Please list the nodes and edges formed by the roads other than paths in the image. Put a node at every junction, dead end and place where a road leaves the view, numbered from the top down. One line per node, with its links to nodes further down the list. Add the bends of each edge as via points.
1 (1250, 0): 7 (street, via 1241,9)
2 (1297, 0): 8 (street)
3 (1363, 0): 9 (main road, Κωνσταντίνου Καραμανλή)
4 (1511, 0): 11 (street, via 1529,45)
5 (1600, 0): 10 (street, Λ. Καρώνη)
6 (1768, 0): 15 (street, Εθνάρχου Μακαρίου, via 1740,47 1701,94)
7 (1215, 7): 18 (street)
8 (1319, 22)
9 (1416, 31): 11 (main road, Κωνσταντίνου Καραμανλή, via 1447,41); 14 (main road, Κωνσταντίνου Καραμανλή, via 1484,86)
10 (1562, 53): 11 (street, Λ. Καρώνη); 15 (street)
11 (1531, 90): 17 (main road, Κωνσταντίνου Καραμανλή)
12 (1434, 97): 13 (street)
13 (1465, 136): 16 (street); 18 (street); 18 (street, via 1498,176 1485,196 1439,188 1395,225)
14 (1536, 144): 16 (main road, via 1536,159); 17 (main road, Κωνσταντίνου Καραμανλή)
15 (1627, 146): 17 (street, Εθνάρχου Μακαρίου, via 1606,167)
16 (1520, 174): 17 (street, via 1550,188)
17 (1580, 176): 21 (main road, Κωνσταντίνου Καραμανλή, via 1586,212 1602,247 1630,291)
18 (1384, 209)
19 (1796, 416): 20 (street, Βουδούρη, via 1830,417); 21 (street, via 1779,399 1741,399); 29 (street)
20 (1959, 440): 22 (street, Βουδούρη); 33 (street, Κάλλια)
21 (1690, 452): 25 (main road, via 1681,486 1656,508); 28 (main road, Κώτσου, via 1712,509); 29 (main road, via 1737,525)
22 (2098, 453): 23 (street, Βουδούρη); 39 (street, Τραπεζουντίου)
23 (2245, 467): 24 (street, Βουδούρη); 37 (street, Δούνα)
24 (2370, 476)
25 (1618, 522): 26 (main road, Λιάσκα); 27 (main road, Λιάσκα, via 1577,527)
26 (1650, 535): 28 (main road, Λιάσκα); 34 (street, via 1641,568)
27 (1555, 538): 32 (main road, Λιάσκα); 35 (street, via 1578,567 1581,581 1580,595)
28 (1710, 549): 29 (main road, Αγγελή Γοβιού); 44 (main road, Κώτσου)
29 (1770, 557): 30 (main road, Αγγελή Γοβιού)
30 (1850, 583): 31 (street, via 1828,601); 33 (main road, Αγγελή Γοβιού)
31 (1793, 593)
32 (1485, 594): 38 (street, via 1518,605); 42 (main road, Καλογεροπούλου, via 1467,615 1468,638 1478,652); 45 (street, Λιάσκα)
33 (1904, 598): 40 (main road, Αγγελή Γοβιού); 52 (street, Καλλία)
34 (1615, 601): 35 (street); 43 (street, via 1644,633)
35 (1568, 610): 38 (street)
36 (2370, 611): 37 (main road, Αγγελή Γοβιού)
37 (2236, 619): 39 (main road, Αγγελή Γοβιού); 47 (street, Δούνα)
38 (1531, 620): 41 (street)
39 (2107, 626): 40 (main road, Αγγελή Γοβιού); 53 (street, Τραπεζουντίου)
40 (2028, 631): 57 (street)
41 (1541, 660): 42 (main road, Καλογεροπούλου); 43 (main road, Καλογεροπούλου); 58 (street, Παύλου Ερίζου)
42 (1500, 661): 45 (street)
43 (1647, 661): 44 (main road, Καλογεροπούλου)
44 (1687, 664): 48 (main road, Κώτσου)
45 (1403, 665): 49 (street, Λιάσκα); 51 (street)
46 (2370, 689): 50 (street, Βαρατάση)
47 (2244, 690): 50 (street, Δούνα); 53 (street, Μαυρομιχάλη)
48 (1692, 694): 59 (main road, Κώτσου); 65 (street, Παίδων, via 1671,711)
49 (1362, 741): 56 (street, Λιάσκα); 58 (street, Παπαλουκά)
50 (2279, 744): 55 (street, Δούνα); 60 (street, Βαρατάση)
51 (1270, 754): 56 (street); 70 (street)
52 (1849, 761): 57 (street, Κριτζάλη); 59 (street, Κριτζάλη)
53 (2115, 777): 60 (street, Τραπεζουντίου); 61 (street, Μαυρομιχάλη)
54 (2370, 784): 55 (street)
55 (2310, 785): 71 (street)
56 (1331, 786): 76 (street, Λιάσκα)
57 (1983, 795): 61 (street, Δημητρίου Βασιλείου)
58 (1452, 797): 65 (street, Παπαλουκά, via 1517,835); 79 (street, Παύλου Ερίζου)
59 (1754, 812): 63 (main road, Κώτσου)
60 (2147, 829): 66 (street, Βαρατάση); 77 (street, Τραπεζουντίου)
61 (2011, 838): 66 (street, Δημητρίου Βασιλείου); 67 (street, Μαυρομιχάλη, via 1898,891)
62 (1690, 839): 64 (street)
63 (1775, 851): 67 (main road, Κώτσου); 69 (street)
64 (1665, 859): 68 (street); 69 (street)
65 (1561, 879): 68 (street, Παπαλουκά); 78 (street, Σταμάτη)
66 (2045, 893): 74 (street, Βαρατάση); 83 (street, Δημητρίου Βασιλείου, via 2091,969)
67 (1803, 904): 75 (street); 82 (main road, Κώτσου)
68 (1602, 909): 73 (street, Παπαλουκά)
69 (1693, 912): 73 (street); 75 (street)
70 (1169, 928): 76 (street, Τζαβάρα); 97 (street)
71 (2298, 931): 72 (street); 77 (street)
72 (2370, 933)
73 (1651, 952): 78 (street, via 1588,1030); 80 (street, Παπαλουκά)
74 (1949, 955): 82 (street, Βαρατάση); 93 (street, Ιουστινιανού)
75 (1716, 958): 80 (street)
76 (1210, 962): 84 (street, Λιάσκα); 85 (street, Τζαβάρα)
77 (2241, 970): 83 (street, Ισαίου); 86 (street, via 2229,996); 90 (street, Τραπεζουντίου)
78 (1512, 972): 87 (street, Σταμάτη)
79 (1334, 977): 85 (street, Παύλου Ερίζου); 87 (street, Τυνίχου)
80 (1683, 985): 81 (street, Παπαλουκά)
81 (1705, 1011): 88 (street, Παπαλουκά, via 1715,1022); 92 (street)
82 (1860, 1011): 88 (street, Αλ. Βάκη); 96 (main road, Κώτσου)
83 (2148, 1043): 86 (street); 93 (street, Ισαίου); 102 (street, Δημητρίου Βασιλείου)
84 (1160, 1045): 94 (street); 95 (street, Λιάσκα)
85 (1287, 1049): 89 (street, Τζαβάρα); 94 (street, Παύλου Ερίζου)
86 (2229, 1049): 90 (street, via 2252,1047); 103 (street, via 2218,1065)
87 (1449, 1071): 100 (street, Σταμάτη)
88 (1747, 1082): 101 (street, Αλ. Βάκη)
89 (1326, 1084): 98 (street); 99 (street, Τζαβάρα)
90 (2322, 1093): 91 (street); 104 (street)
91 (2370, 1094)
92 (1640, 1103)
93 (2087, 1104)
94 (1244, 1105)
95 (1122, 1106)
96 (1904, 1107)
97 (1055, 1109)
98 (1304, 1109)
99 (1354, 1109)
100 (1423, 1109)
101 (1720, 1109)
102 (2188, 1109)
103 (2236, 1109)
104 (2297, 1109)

##########

● **Try it**
Could every record be printed again exactly as it reads?

● **Result**
Please list the nodes and edges formed by the roads other than paths in the image. Put a node at every junction, dead end and place where a road leaves the view, numbered from the top down. One line per node, with its links to nodes further down the list. Add the bends of each edge as via points.
1 (1250, 0): 7 (street, via 1241,9)
2 (1297, 0): 8 (street)
3 (1363, 0): 9 (main road, Κωνσταντίνου Καραμανλή)
4 (1511, 0): 11 (street, via 1529,45)
5 (1600, 0): 10 (street, Λ. Καρώνη)
6 (1768, 0): 15 (street, Εθνάρχου Μακαρίου, via 1740,47 1701,94)
7 (1215, 7): 18 (street)
8 (1319, 22)
9 (1416, 31): 11 (main road, Κωνσταντίνου Καραμανλή, via 1447,41); 14 (main road, Κωνσταντίνου Καραμανλή, via 1484,86)
10 (1562, 53): 11 (street, Λ. Καρώνη); 15 (street)
11 (1531, 90): 17 (main road, Κωνσταντίνου Καραμανλή)
12 (1434, 97): 13 (street)
13 (1465, 136): 16 (street); 18 (street); 18 (street, via 1498,176 1485,196 1439,188 1395,225)
14 (1536, 144): 16 (main road, via 1536,159); 17 (main road, Κωνσταντίνου Καραμανλή)
15 (1627, 146): 17 (street, Εθνάρχου Μακαρίου, via 1606,167)
16 (1520, 174): 17 (street, via 1550,188)
17 (1580, 176): 21 (main road, Κωνσταντίνου Καραμανλή, via 1586,212 1602,247 1630,291)
18 (1384, 209)
19 (1796, 416): 20 (street, Βουδούρη, via 1830,417); 21 (street, via 1779,399 1741,399); 29 (street)
20 (1959, 440): 22 (street, Βουδούρη); 33 (street, Κάλλια)
21 (1690, 452): 25 (main road, via 1681,486 1656,508); 28 (main road, Κώτσου, via 1712,509); 29 (main road, via 1737,525)
22 (2098, 453): 23 (street, Βουδούρη); 39 (street, Τραπεζουντίου)
23 (2245, 467): 24 (street, Βουδούρη); 37 (street, Δούνα)
24 (2370, 476)
25 (1618, 522): 26 (main road, Λιάσκα); 27 (main road, Λιάσκα, via 1577,527)
26 (1650, 535): 28 (main road, Λιάσκα); 34 (street, via 1641,568)
27 (1555, 538): 32 (main road, Λιάσκα); 35 (street, via 1578,567 1581,581 1580,595)
28 (1710, 549): 29 (main road, Αγγελή Γοβιού); 44 (main road, Κώτσου)
29 (1770, 557): 30 (main road, Αγγελή Γοβιού)
30 (1850, 583): 31 (street, via 1828,601); 33 (main road, Αγγελή Γοβιού)
31 (1793, 593)
32 (1485, 594): 38 (street, via 1518,605); 42 (main road, Καλογεροπούλου, via 1467,615 1468,638 1478,652); 45 (street, Λιάσκα)
33 (1904, 598): 40 (main road, Αγγελή Γοβιού); 52 (street, Καλλία)
34 (1615, 601): 35 (street); 43 (street, via 1644,633)
35 (1568, 610): 38 (street)
36 (2370, 611): 37 (main road, Αγγελή Γοβιού)
37 (2236, 619): 39 (main road, Αγγελή Γοβιού); 47 (street, Δούνα)
38 (1531, 620): 41 (street)
39 (2107, 626): 40 (main road, Αγγελή Γοβιού); 53 (street, Τραπεζουντίου)
40 (2028, 631): 57 (street)
41 (1541, 660): 42 (main road, Καλογεροπούλου); 43 (main road, Καλογεροπούλου); 58 (street, Παύλου Ερίζου)
42 (1500, 661): 45 (street)
43 (1647, 661): 44 (main road, Καλογεροπούλου)
44 (1687, 664): 48 (main road, Κώτσου)
45 (1403, 665): 49 (street, Λιάσκα); 51 (street)
46 (2370, 689): 50 (street, Βαρατάση)
47 (2244, 690): 50 (street, Δούνα); 53 (street, Μαυρομιχάλη)
48 (1692, 694): 59 (main road, Κώτσου); 65 (street, Παίδων, via 1671,711)
49 (1362, 741): 56 (street, Λιάσκα); 58 (street, Παπαλουκά)
50 (2279, 744): 55 (street, Δούνα); 60 (street, Βαρατάση)
51 (1270, 754): 56 (street); 70 (street)
52 (1849, 761): 57 (street, Κριτζάλη); 59 (street, Κριτζάλη)
53 (2115, 777): 60 (street, Τραπεζουντίου); 61 (street, Μαυρομιχάλη)
54 (2370, 784): 55 (street)
55 (2310, 785): 71 (street)
56 (1331, 786): 76 (street, Λιάσκα)
57 (1983, 795): 61 (street, Δημητρίου Βασιλείου)
58 (1452, 797): 65 (street, Παπαλουκά, via 1517,835); 79 (street, Παύλου Ερίζου)
59 (1754, 812): 63 (main road, Κώτσου)
60 (2147, 829): 66 (street, Βαρατάση); 77 (street, Τραπεζουντίου)
61 (2011, 838): 66 (street, Δημητρίου Βασιλείου); 67 (street, Μαυρομιχάλη, via 1898,891)
62 (1690, 839): 64 (street)
63 (1775, 851): 67 (main road, Κώτσου); 69 (street)
64 (1665, 859): 68 (street); 69 (street)
65 (1561, 879): 68 (street, Παπαλουκά); 78 (street, Σταμάτη)
66 (2045, 893): 74 (street, Βαρατάση); 83 (street, Δημητρίου Βασιλείου, via 2091,969)
67 (1803, 904): 75 (street); 82 (main road, Κώτσου)
68 (1602, 909): 73 (street, Παπαλουκά)
69 (1693, 912): 73 (street); 75 (street)
70 (1169, 928): 76 (street, Τζαβάρα); 97 (street)
71 (2298, 931): 72 (street); 77 (street)
72 (2370, 933)
73 (1651, 952): 78 (street, via 1588,1030); 80 (street, Παπαλουκά)
74 (1949, 955): 82 (street, Βαρατάση); 93 (street, Ιουστινιανού)
75 (1716, 958): 80 (street)
76 (1210, 962): 84 (street, Λιάσκα); 85 (street, Τζαβάρα)
77 (2241, 970): 83 (street, Ισαίου); 86 (street, via 2229,996); 90 (street, Τραπεζουντίου)
78 (1512, 972): 87 (street, Σταμάτη)
79 (1334, 977): 85 (street, Παύλου Ερίζου); 87 (street, Τυνίχου)
80 (1683, 985): 81 (street, Παπαλουκά)
81 (1705, 1011): 88 (street, Παπαλουκά, via 1715,1022); 92 (street)
82 (1860, 1011): 88 (street, Αλ. Βάκη); 96 (main road, Κώτσου)
83 (2148, 1043): 86 (street); 93 (street, Ισαίου); 102 (street, Δημητρίου Βασιλείου)
84 (1160, 1045): 94 (street); 95 (street, Λιάσκα)
85 (1287, 1049): 89 (street, Τζαβάρα); 94 (street, Παύλου Ερίζου)
86 (2229, 1049): 90 (street, via 2252,1047); 103 (street, via 2218,1065)
87 (1449, 1071): 100 (street, Σταμάτη)
88 (1747, 1082): 101 (street, Αλ. Βάκη)
89 (1326, 1084): 98 (street); 99 (street, Τζαβάρα)
90 (2322, 1093): 91 (street); 104 (street)
91 (2370, 1094)
92 (1640, 1103)
93 (2087, 1104)
94 (1244, 1105)
95 (1122, 1106)
96 (1904, 1107)
97 (1055, 1109)
98 (1304, 1109)
99 (1354, 1109)
100 (1423, 1109)
101 (1720, 1109)
102 (2188, 1109)
103 (2236, 1109)
104 (2297, 1109)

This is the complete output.